Record extracts:
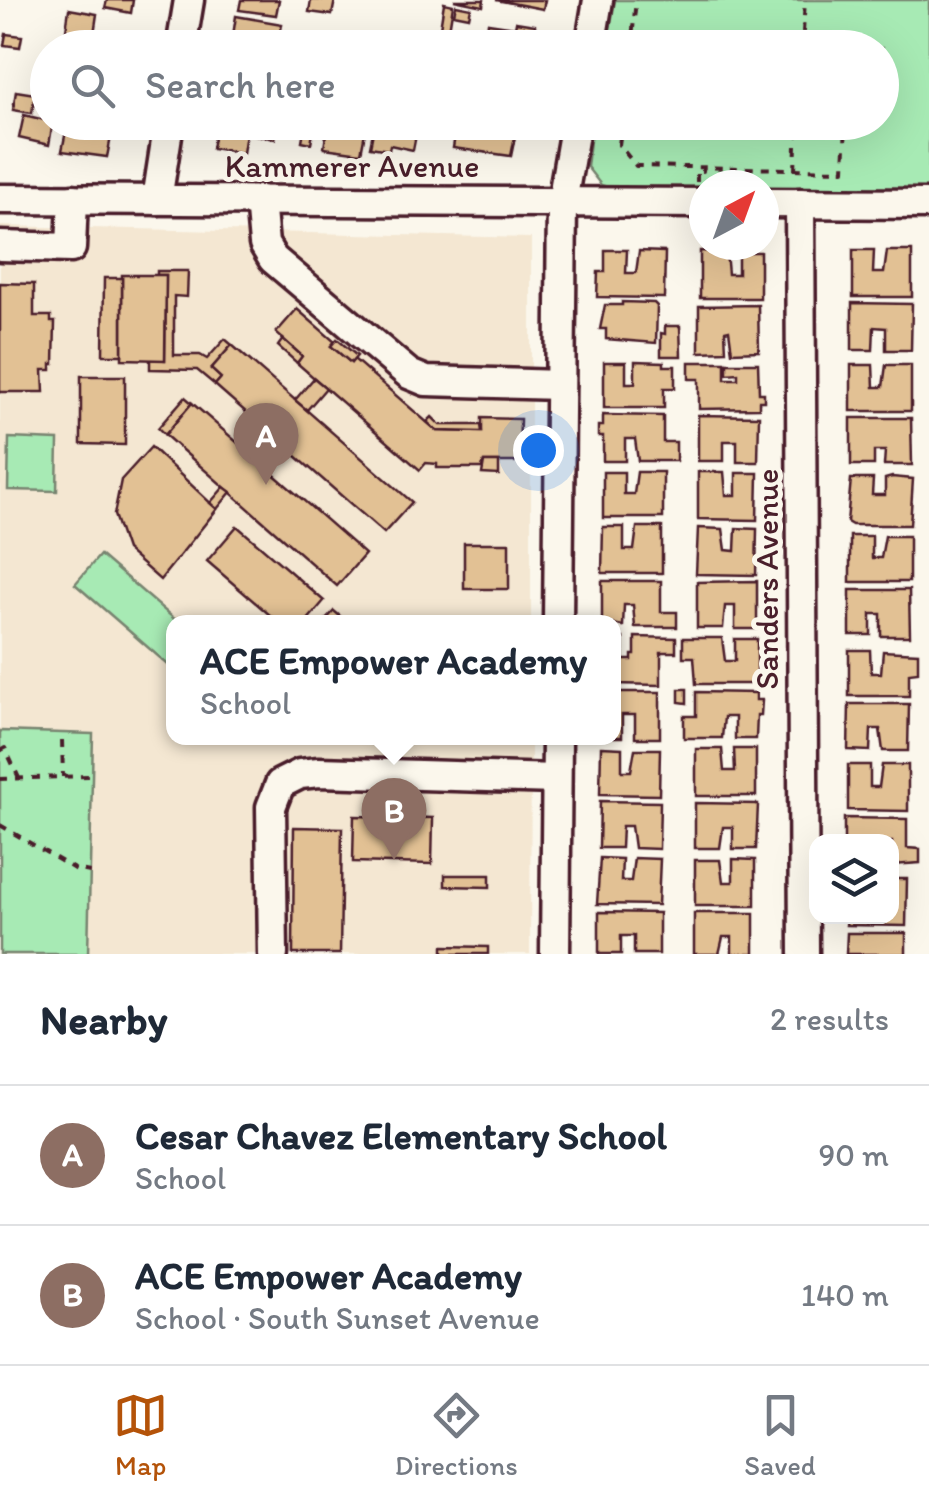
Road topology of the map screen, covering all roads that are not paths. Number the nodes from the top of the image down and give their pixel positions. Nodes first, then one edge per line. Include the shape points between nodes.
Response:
1 (189, 0) edge
2 (598, 0) edge
3 (184, 30) edge
4 (593, 30) edge
5 (167, 140) edge
6 (573, 140) edge
7 (689, 194) edge
8 (0, 199) edge
9 (73, 200) junction
10 (157, 200) junction
11 (260, 200) junction
12 (562, 202) junction
13 (779, 203) edge
14 (800, 203) junction
15 (929, 204) edge
16 (0, 246) edge
17 (560, 385) junction
18 (558, 615) edge
19 (557, 745) edge
20 (556, 779) junction
21 (273, 954) edge
22 (554, 954) edge
23 (804, 954) edge

1 - 3 street
2 - 4 street
5 - 10 street
6 - 12 street
7 - 12 street, Kammerer Avenue
8 - 9 street, Kammerer Avenue
9 - 10 street, Kammerer Avenue
9 - 16 street via 71,248
10 - 11 street, Kammerer Avenue
11 - 12 street, Kammerer Avenue
11 - 17 street via 264,244 273,259 409,374 426,381
12 - 17 street
13 - 14 street
14 - 15 street
14 - 23 street, Sanders Avenue
17 - 18 street
19 - 20 street
20 - 21 street via 320,772 280,784 271,807
20 - 22 street

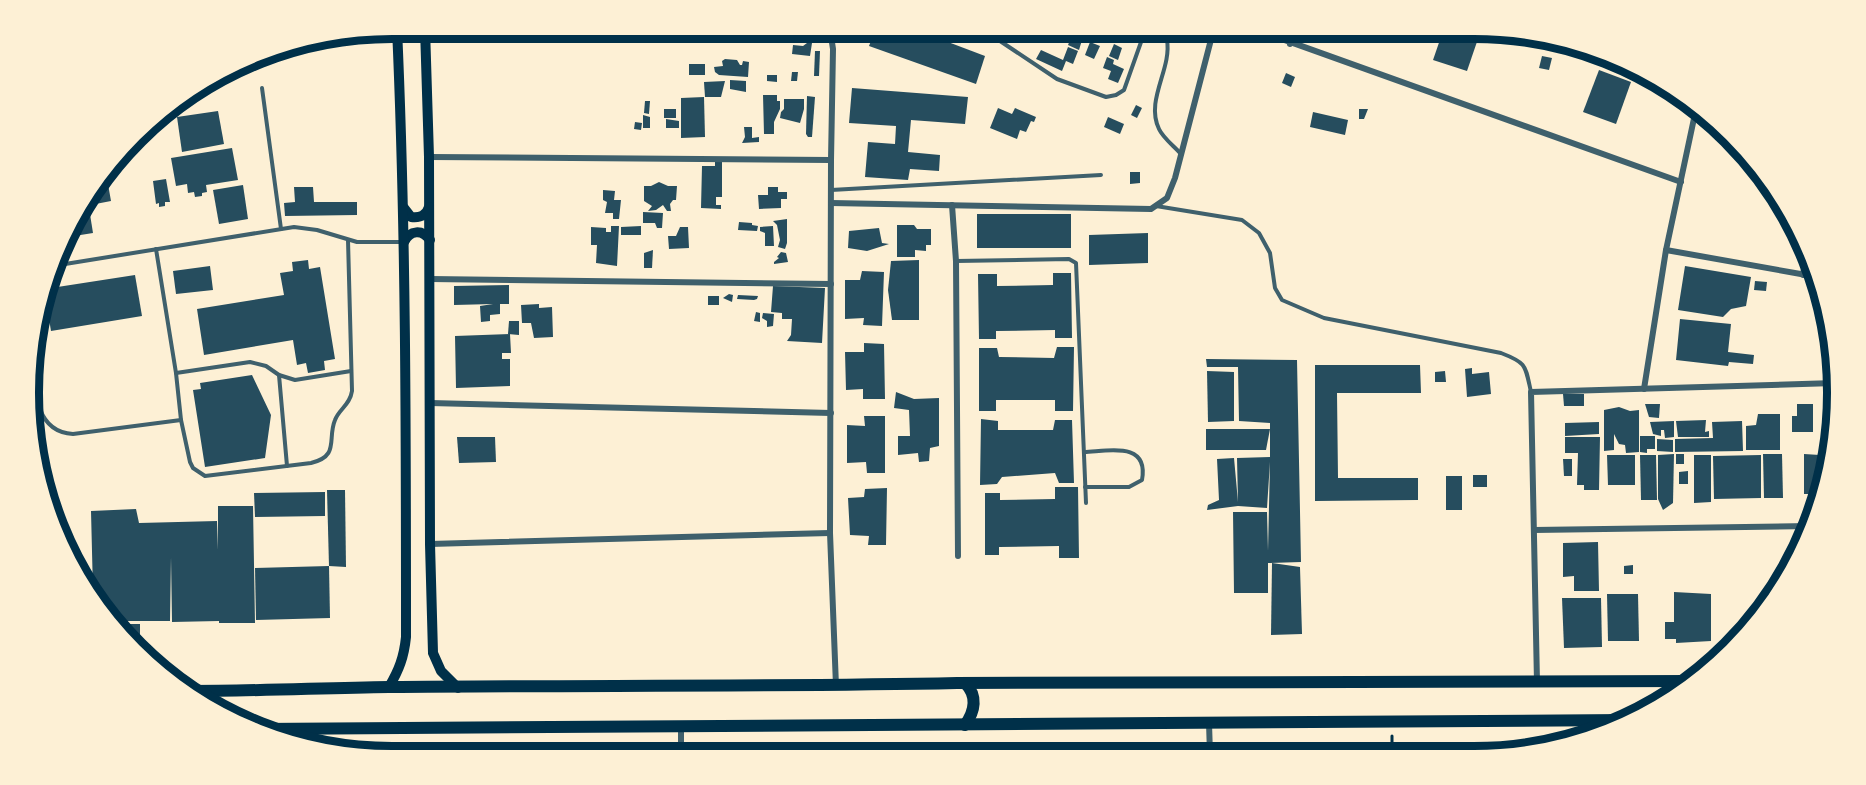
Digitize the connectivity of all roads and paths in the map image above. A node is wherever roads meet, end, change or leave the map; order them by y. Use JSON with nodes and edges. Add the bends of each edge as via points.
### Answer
{"nodes":[{"id":1,"x":397,"y":39,"type":"edge"},
{"id":2,"x":425,"y":39,"type":"edge"},
{"id":3,"x":831,"y":39,"type":"edge"},
{"id":4,"x":997,"y":39,"type":"edge"},
{"id":5,"x":1143,"y":39,"type":"edge"},
{"id":6,"x":1165,"y":39,"type":"edge"},
{"id":7,"x":1211,"y":39,"type":"edge"},
{"id":8,"x":1278,"y":39,"type":"edge"},
{"id":9,"x":1292,"y":39,"type":"edge"},
{"id":10,"x":1290,"y":44,"type":"junction"},
{"id":11,"x":261,"y":88,"type":"dead end"},
{"id":12,"x":1694,"y":116,"type":"edge"},
{"id":13,"x":1181,"y":154,"type":"junction"},
{"id":14,"x":429,"y":157,"type":"junction"},
{"id":15,"x":831,"y":160,"type":"junction"},
{"id":16,"x":1101,"y":175,"type":"dead end"},
{"id":17,"x":1681,"y":182,"type":"junction"},
{"id":18,"x":831,"y":190,"type":"junction"},
{"id":19,"x":831,"y":203,"type":"junction"},
{"id":20,"x":429,"y":205,"type":"junction"},
{"id":21,"x":952,"y":205,"type":"junction"},
{"id":22,"x":1156,"y":206,"type":"junction"},
{"id":23,"x":404,"y":208,"type":"junction"},
{"id":24,"x":281,"y":229,"type":"junction"},
{"id":25,"x":348,"y":240,"type":"junction"},
{"id":26,"x":430,"y":240,"type":"junction"},
{"id":27,"x":404,"y":242,"type":"junction"},
{"id":28,"x":156,"y":249,"type":"junction"},
{"id":29,"x":1666,"y":250,"type":"junction"},
{"id":30,"x":956,"y":261,"type":"junction"},
{"id":31,"x":63,"y":264,"type":"edge"},
{"id":32,"x":1804,"y":268,"type":"edge"},
{"id":33,"x":1803,"y":275,"type":"junction"},
{"id":34,"x":1807,"y":275,"type":"edge"},
{"id":35,"x":430,"y":279,"type":"junction"},
{"id":36,"x":831,"y":284,"type":"junction"},
{"id":37,"x":351,"y":372,"type":"junction"},
{"id":38,"x":176,"y":373,"type":"junction"},
{"id":39,"x":279,"y":375,"type":"junction"},
{"id":40,"x":1827,"y":383,"type":"edge"},
{"id":41,"x":1644,"y":389,"type":"junction"},
{"id":42,"x":1531,"y":392,"type":"junction"},
{"id":43,"x":430,"y":403,"type":"junction"},
{"id":44,"x":40,"y":409,"type":"edge"},
{"id":45,"x":831,"y":413,"type":"junction"},
{"id":46,"x":181,"y":420,"type":"junction"},
{"id":47,"x":1084,"y":452,"type":"junction"},
{"id":48,"x":287,"y":466,"type":"junction"},
{"id":49,"x":1085,"y":487,"type":"junction"},
{"id":50,"x":1086,"y":503,"type":"dead end"},
{"id":51,"x":1801,"y":526,"type":"edge"},
{"id":52,"x":1534,"y":530,"type":"junction"},
{"id":53,"x":830,"y":533,"type":"junction"},
{"id":54,"x":430,"y":544,"type":"junction"},
{"id":55,"x":958,"y":556,"type":"dead end"},
{"id":56,"x":1677,"y":681,"type":"edge"},
{"id":57,"x":1537,"y":682,"type":"junction"},
{"id":58,"x":965,"y":683,"type":"junction"},
{"id":59,"x":836,"y":686,"type":"junction"},
{"id":60,"x":389,"y":687,"type":"junction"},
{"id":61,"x":458,"y":688,"type":"junction"},
{"id":62,"x":203,"y":691,"type":"edge"},
{"id":63,"x":1606,"y":720,"type":"edge"},
{"id":64,"x":1391,"y":722,"type":"junction"},
{"id":65,"x":1209,"y":723,"type":"junction"},
{"id":66,"x":965,"y":724,"type":"junction"},
{"id":67,"x":681,"y":726,"type":"junction"},
{"id":68,"x":285,"y":729,"type":"edge"},
{"id":69,"x":681,"y":746,"type":"edge"},
{"id":70,"x":1210,"y":746,"type":"edge"},
{"id":71,"x":1392,"y":746,"type":"edge"}],
"edges":[{"from":1,"to":23,"type":"main road"},
{"from":2,"to":14,"type":"main road"},
{"from":3,"to":15,"type":"street"},
{"from":4,"to":5,"type":"lane","via":[[1057,79],[1106,97],[1124,90]]},
{"from":6,"to":13,"type":"lane","via":[[1168,50],[1156,96],[1155,118],[1160,131]]},
{"from":7,"to":13,"type":"street"},
{"from":8,"to":10,"type":"street"},
{"from":9,"to":10,"type":"street"},
{"from":10,"to":17,"type":"street"},
{"from":11,"to":24,"type":"lane"},
{"from":12,"to":17,"type":"street"},
{"from":13,"to":22,"type":"street","via":[[1167,198]]},
{"from":14,"to":15,"type":"street"},
{"from":14,"to":20,"type":"main road"},
{"from":15,"to":18,"type":"street"},
{"from":16,"to":18,"type":"lane"},
{"from":17,"to":29,"type":"street"},
{"from":18,"to":19,"type":"street"},
{"from":19,"to":21,"type":"street"},
{"from":19,"to":36,"type":"street"},
{"from":20,"to":23,"type":"main road","via":[[428,211],[417,218]]},
{"from":20,"to":26,"type":"main road"},
{"from":21,"to":22,"type":"street","via":[[1122,210]]},
{"from":21,"to":30,"type":"street"},
{"from":22,"to":42,"type":"lane","via":[[1242,220],[1259,233],[1270,253],[1275,288],[1282,300],[1324,318],[1516,358],[1526,366]]},
{"from":23,"to":27,"type":"main road"},
{"from":24,"to":25,"type":"lane","via":[[309,228]]},
{"from":24,"to":28,"type":"lane"},
{"from":25,"to":27,"type":"lane"},
{"from":25,"to":37,"type":"lane"},
{"from":26,"to":27,"type":"main road","via":[[416,232]]},
{"from":26,"to":35,"type":"main road"},
{"from":27,"to":60,"type":"main road","via":[[406,638],[400,668]]},
{"from":28,"to":31,"type":"lane"},
{"from":28,"to":38,"type":"lane"},
{"from":29,"to":33,"type":"street"},
{"from":29,"to":41,"type":"street"},
{"from":30,"to":47,"type":"lane","via":[[1069,259],[1076,263]]},
{"from":30,"to":55,"type":"street"},
{"from":32,"to":33,"type":"street"},
{"from":33,"to":34,"type":"street"},
{"from":35,"to":36,"type":"street"},
{"from":35,"to":43,"type":"main road"},
{"from":36,"to":45,"type":"street"},
{"from":37,"to":39,"type":"lane","via":[[295,380]]},
{"from":37,"to":48,"type":"lane","via":[[351,397],[334,423],[329,453],[318,461]]},
{"from":38,"to":39,"type":"lane","via":[[250,362]]},
{"from":38,"to":46,"type":"lane"},
{"from":39,"to":48,"type":"lane"},
{"from":40,"to":41,"type":"street"},
{"from":41,"to":42,"type":"street"},
{"from":42,"to":52,"type":"street"},
{"from":43,"to":45,"type":"street"},
{"from":43,"to":54,"type":"main road"},
{"from":44,"to":46,"type":"lane","via":[[45,422],[58,431],[73,434]]},
{"from":45,"to":53,"type":"street"},
{"from":46,"to":48,"type":"lane","via":[[190,462],[205,476]]},
{"from":47,"to":49,"type":"lane"},
{"from":47,"to":49,"type":"lane","via":[[1126,450],[1138,456],[1144,468],[1142,480],[1129,486]]},
{"from":49,"to":50,"type":"lane"},
{"from":51,"to":52,"type":"street"},
{"from":52,"to":57,"type":"street"},
{"from":53,"to":54,"type":"street"},
{"from":53,"to":59,"type":"street"},
{"from":54,"to":61,"type":"main road","via":[[433,653],[441,671]]},
{"from":56,"to":57,"type":"main road"},
{"from":57,"to":58,"type":"main road"},
{"from":58,"to":59,"type":"main road"},
{"from":58,"to":66,"type":"main road","via":[[974,703]]},
{"from":59,"to":61,"type":"main road"},
{"from":60,"to":61,"type":"main road"},
{"from":60,"to":62,"type":"main road"},
{"from":63,"to":64,"type":"main road"},
{"from":64,"to":65,"type":"main road"},
{"from":64,"to":71,"type":"path"},
{"from":65,"to":66,"type":"main road"},
{"from":65,"to":70,"type":"street"},
{"from":66,"to":67,"type":"main road"},
{"from":67,"to":68,"type":"main road"},
{"from":67,"to":69,"type":"street"}]}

Task to carry out: Reply with nothing but the number of lines in the data that include the word "Kammerer".

Solution to this task: 5